## WORK TO COMPLETE:
Please copy, exactly as written, the span from the first line below to the line that contains "Build a routing", including both, and skip the pictures.

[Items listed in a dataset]
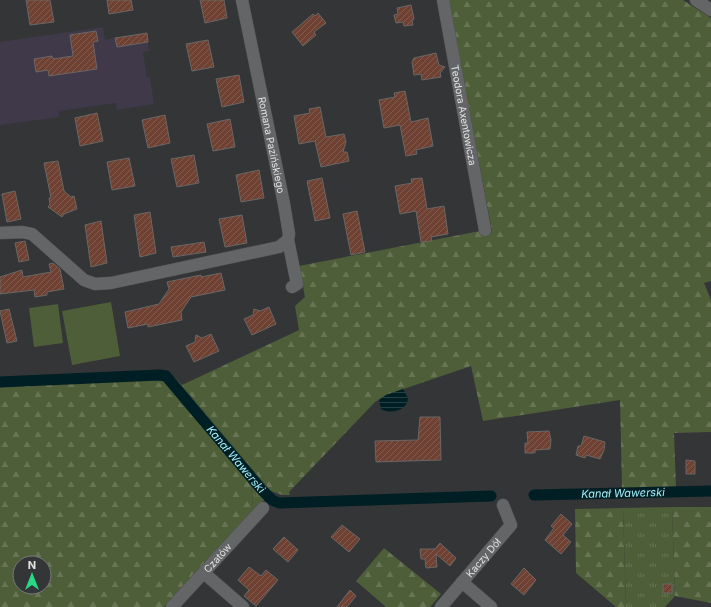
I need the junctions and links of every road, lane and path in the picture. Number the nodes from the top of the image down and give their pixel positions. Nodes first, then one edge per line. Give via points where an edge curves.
1 (242, 0) edge
2 (443, 0) edge
3 (696, 0) edge
4 (711, 10) edge
5 (485, 230) dead end
6 (0, 233) edge
7 (288, 240) junction
8 (292, 287) dead end
9 (503, 504) dead end
10 (263, 508) dead end
11 (204, 573) junction
12 (462, 582) junction
13 (172, 607) edge
14 (243, 607) edge
15 (441, 607) edge
16 (490, 607) edge

1 - 7 street, Romana Pazińskiego via 283,198
2 - 5 street, Teodora Axentowicza
3 - 4 street
6 - 7 street via 32,234 84,280 95,284 111,283 279,247
7 - 8 street, Romana Pazińskiego via 297,284
9 - 12 street, Kaczy Dół via 511,525
10 - 11 street, Czatów
11 - 13 street, Czatów
11 - 14 street
12 - 15 street, Kaczy Dół
12 - 16 street

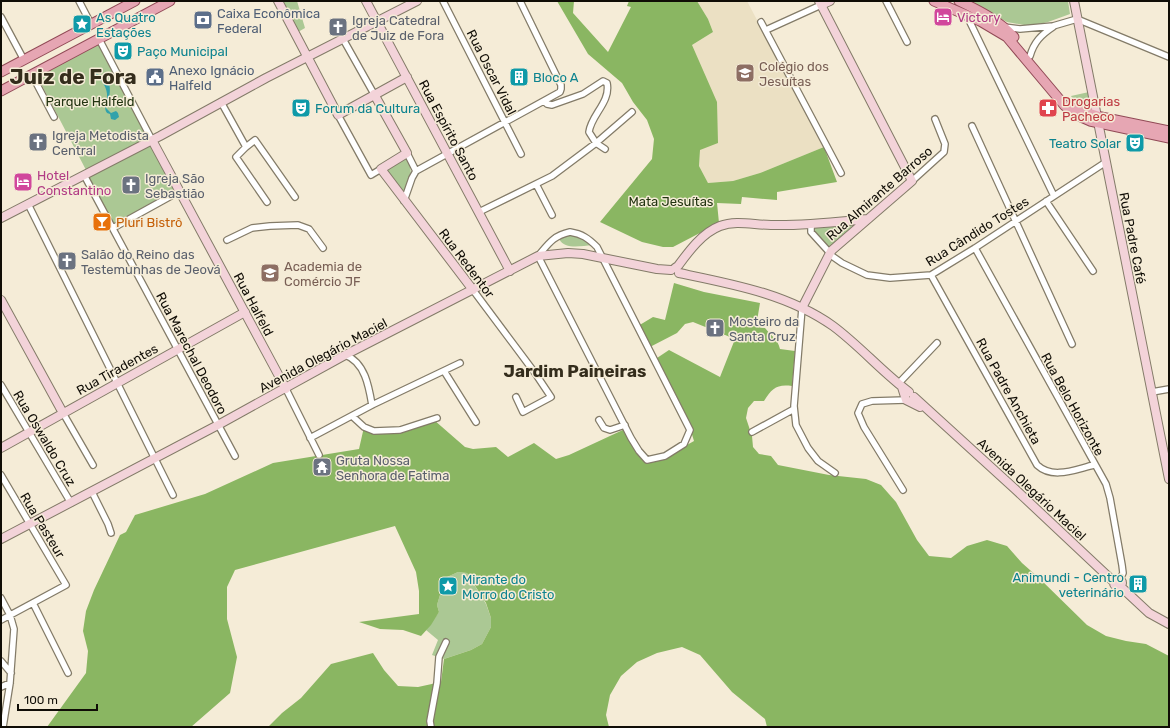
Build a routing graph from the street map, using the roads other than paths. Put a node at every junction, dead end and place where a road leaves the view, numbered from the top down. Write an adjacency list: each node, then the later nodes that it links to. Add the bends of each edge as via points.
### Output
1 (79, 1): 20 (street)
2 (135, 1): 20 (main road)
3 (170, 1): 24 (main road)
4 (278, 1): 28 (street)
5 (366, 1): 18 (street, Rua Espírito Santo)
6 (417, 1): 18 (street)
7 (443, 1): 43 (street, Rua Oscar Vidal)
8 (520, 1): 36 (street, via 561,85 558,93)
9 (830, 1): 14 (street)
10 (886, 1): 26 (street)
11 (934, 1): 15 (main road)
12 (1074, 1): 17 (street, Rua Padre Café)
13 (962, 2): 22 (main road, via 983,12)
14 (820, 3): 23 (street); 61 (street)
15 (966, 14): 41 (main road, via 1007,37 1074,114 1088,120); 64 (street)
16 (1, 17): 30 (street)
17 (1077, 20): 21 (street); 29 (street); 41 (street, Rua Padre Café)
18 (377, 22): 25 (street); 33 (street, Rua Espírito Santo)
19 (761, 22): 23 (street)
20 (91, 24): 30 (main road)
21 (1053, 26): 22 (street, via 1020,29); 27 (street, via 1037,40)
22 (1004, 27): 27 (main road)
23 (766, 30): 59 (street)
24 (99, 39): 32 (main road); 49 (street, Rua Halfeld)
25 (343, 39): 28 (street); 35 (street)
26 (907, 42)
27 (1030, 56): 41 (main road, via 1073,105)
28 (307, 57): 37 (street); 39 (street)
29 (1169, 57)
30 (24, 60): 31 (main road)
31 (1, 72)
32 (32, 75): 34 (main road); 40 (street)
33 (406, 77): 35 (street); 54 (street, Rua Espírito Santo)
34 (1, 91)
35 (374, 94): 39 (street); 53 (street)
36 (544, 101): 43 (street); 50 (street, via 552,105 583,94 603,81 607,82 606,98 590,125 589,132)
37 (221, 102): 49 (street); 51 (street)
38 (632, 112): 50 (street)
39 (338, 115): 57 (street, via 371,175)
40 (54, 117)
41 (1097, 118): 45 (main road); 46 (main road); 56 (street, Rua Padre Café)
42 (935, 119): 61 (street, Rua Almirante Barroso, via 945,149)
43 (505, 122): 54 (street); 55 (street, Rua Oscar Vidal)
44 (972, 126): 75 (street)
45 (1135, 130): 47 (main road, via 1143,129); 48 (main road)
46 (1169, 131)
47 (1169, 135)
48 (1169, 138)
49 (152, 140): 60 (street); 63 (street, Rua Halfeld)
50 (596, 143): 52 (street); 62 (street, via 564,168)
51 (246, 146): 65 (street, via 255,140); 68 (street, via 236,156)
52 (605, 149)
53 (406, 153): 57 (street); 58 (street)
54 (448, 153): 58 (street); 70 (street, Rua Espírito Santo)
55 (521, 154)
56 (1106, 162): 64 (street, Rua Cândido Tostes); 104 (street, Rua Padre Café)
57 (381, 169): 66 (street, Rua Redentor)
58 (416, 171): 66 (street)
59 (841, 172)
60 (84, 175): 69 (street); 77 (street, Rua Marechal Deodoro)
61 (912, 181): 73 (street, Rua Almirante Barroso)
62 (536, 184): 70 (street); 71 (street)
63 (180, 191): 77 (street); 92 (street, Rua Halfeld)
64 (1054, 196): 67 (street, Rua Cândido Tostes)
65 (295, 197)
66 (404, 201): 89 (street, Rua Redentor)
67 (1046, 201): 75 (street, Rua Cândido Tostes); 87 (street)
68 (267, 202)
69 (28, 204): 72 (street); 99 (street)
70 (479, 212): 86 (street, Rua Espírito Santo)
71 (552, 215)
72 (1, 218)
73 (869, 218): 74 (street); 78 (street, Rua Almirante Barroso)
74 (850, 220): 76 (street); 78 (street)
75 (1016, 221): 81 (street, Rua Cândido Tostes); 94 (street)
76 (812, 224): 82 (street, Rua Cândido Tostes, via 811,232); 85 (street, via 734,223 720,226 693,247)
77 (113, 228): 95 (street, Rua Marechal Deodoro)
78 (854, 230): 82 (street, Rua Almirante Barroso)
79 (227, 240): 80 (street, via 252,228 298,226 309,229)
80 (324, 248)
81 (974, 248): 88 (street, Rua Cândido Tostes); 124 (street, Rua Belo Horizonte)
82 (830, 252): 88 (street, Rua Cândido Tostes, via 842,263 866,275 890,278); 91 (street, Rua Almirante Barroso)
83 (538, 256): 84 (street, Avenida Olegário Maciel, via 568,253); 84 (street, via 552,239 570,232 579,233 589,239); 86 (street, Avenida Olegário Maciel); 115 (street)
84 (602, 258): 85 (street, Avenida Olegário Maciel); 115 (street, via 690,430 684,444 665,456 648,460 639,451)
85 (675, 270): 91 (street, Avenida Olegário Maciel, via 758,290)
86 (510, 271): 89 (street, Avenida Olegário Maciel)
87 (1093, 271)
88 (931, 275): 124 (street, Rua Padre Anchieta, via 1037,465 1042,470 1054,474)
89 (473, 290): 96 (street, Avenida Olegário Maciel); 105 (street, Rua Redentor, via 551,397 523,412)
90 (1, 300): 109 (street)
91 (802, 308): 101 (street, Avenida Olegário Maciel, via 841,333); 108 (street, Rua Almirante Barroso)
92 (245, 312): 95 (street, Rua Tiradentes); 102 (street, Rua Halfeld)
93 (937, 343): 101 (street)
94 (1072, 344)
95 (178, 349): 99 (street, Rua Tiradentes); 114 (street, Rua Marechal Deodoro)
96 (345, 355): 102 (street, Avenida Olegário Maciel); 107 (street, via 357,363 363,374)
97 (460, 363): 98 (street)
98 (444, 371): 107 (street); 113 (street)
99 (117, 383): 109 (street, Rua Tiradentes); 122 (street)
100 (1, 385): 116 (street, Rua Oswaldo Cruz)
101 (900, 385): 106 (street, Avenida Olegário Maciel)
102 (286, 389): 114 (street, Avenida Olegário Maciel); 118 (street, Rua Halfeld)
103 (1169, 389): 104 (street)
104 (1152, 392): 127 (street, Rua Padre Café)
105 (516, 397)
106 (909, 397): 128 (street, via 862,404 858,413); 135 (street, Avenida Olegário Maciel, via 932,414)
107 (372, 405): 110 (street)
108 (794, 408): 117 (street); 125 (street, Rua Almirante Barroso, via 796,425 808,448 818,461)
109 (63, 413): 116 (street, Rua Tiradentes); 123 (street)
110 (352, 416): 111 (street, via 364,427 374,431 400,430); 118 (street)
111 (437, 418)
112 (599, 420): 115 (street, via 604,428 610,430)
113 (476, 422)
114 (218, 425): 121 (street, Rua Marechal Deodoro); 122 (street, Avenida Olegário Maciel)
115 (624, 425)
116 (28, 432): 119 (street, Rua Tiradentes); 131 (street, Rua Oswaldo Cruz)
117 (752, 432)
118 (310, 438): 120 (street, Rua Halfeld)
119 (1, 448)
120 (319, 455)
121 (235, 456)
122 (155, 458): 129 (street, Avenida Olegário Maciel); 130 (street)
123 (93, 465)
124 (1094, 465): 135 (street, Rua Belo Horizonte, via 1106,484 1110,498 1123,573)
125 (835, 473)
126 (1, 475): 132 (street, Rua Pasteur)
127 (1169, 479)
128 (903, 490)
129 (92, 492): 131 (street, Avenida Olegário Maciel); 133 (street)
130 (173, 495)
131 (71, 503): 132 (street, Avenida Olegário Maciel)
132 (30, 524): 134 (street, Avenida Olegário Maciel); 137 (street, Rua Pasteur, via 66,585)
133 (111, 533)
134 (1, 539)
135 (1118, 582): 140 (street, Avenida Olegário Maciel, via 1149,612)
136 (1, 598): 138 (street)
137 (33, 603): 138 (street); 144 (street)
138 (10, 615): 139 (street); 143 (street, via 14,629)
139 (1, 620)
140 (1169, 624)
141 (446, 642): 148 (street, via 439,657)
142 (1, 661): 143 (street)
143 (11, 673): 145 (street)
144 (68, 673)
145 (10, 683): 146 (street); 147 (street)
146 (1, 687)
147 (3, 727)
148 (431, 727)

## EXERCISE OUTPUT:
I need the junctions and links of every road, lane and path in the picture. Number the nodes from the top of the image down and give their pixel positions. Nodes first, then one edge per line. Give via points where an edge curves.
1 (242, 0) edge
2 (443, 0) edge
3 (696, 0) edge
4 (711, 10) edge
5 (485, 230) dead end
6 (0, 233) edge
7 (288, 240) junction
8 (292, 287) dead end
9 (503, 504) dead end
10 (263, 508) dead end
11 (204, 573) junction
12 (462, 582) junction
13 (172, 607) edge
14 (243, 607) edge
15 (441, 607) edge
16 (490, 607) edge

1 - 7 street, Romana Pazińskiego via 283,198
2 - 5 street, Teodora Axentowicza
3 - 4 street
6 - 7 street via 32,234 84,280 95,284 111,283 279,247
7 - 8 street, Romana Pazińskiego via 297,284
9 - 12 street, Kaczy Dół via 511,525
10 - 11 street, Czatów
11 - 13 street, Czatów
11 - 14 street
12 - 15 street, Kaczy Dół
12 - 16 street

Build a routing graph from the street map, using the roads other than paths. Put a node at every junction, dead end and place where a road leaves the view, numbered from the top down. Write an adjacency list: each node, then the later nodes that it links to. Add the bends of each edge as via points.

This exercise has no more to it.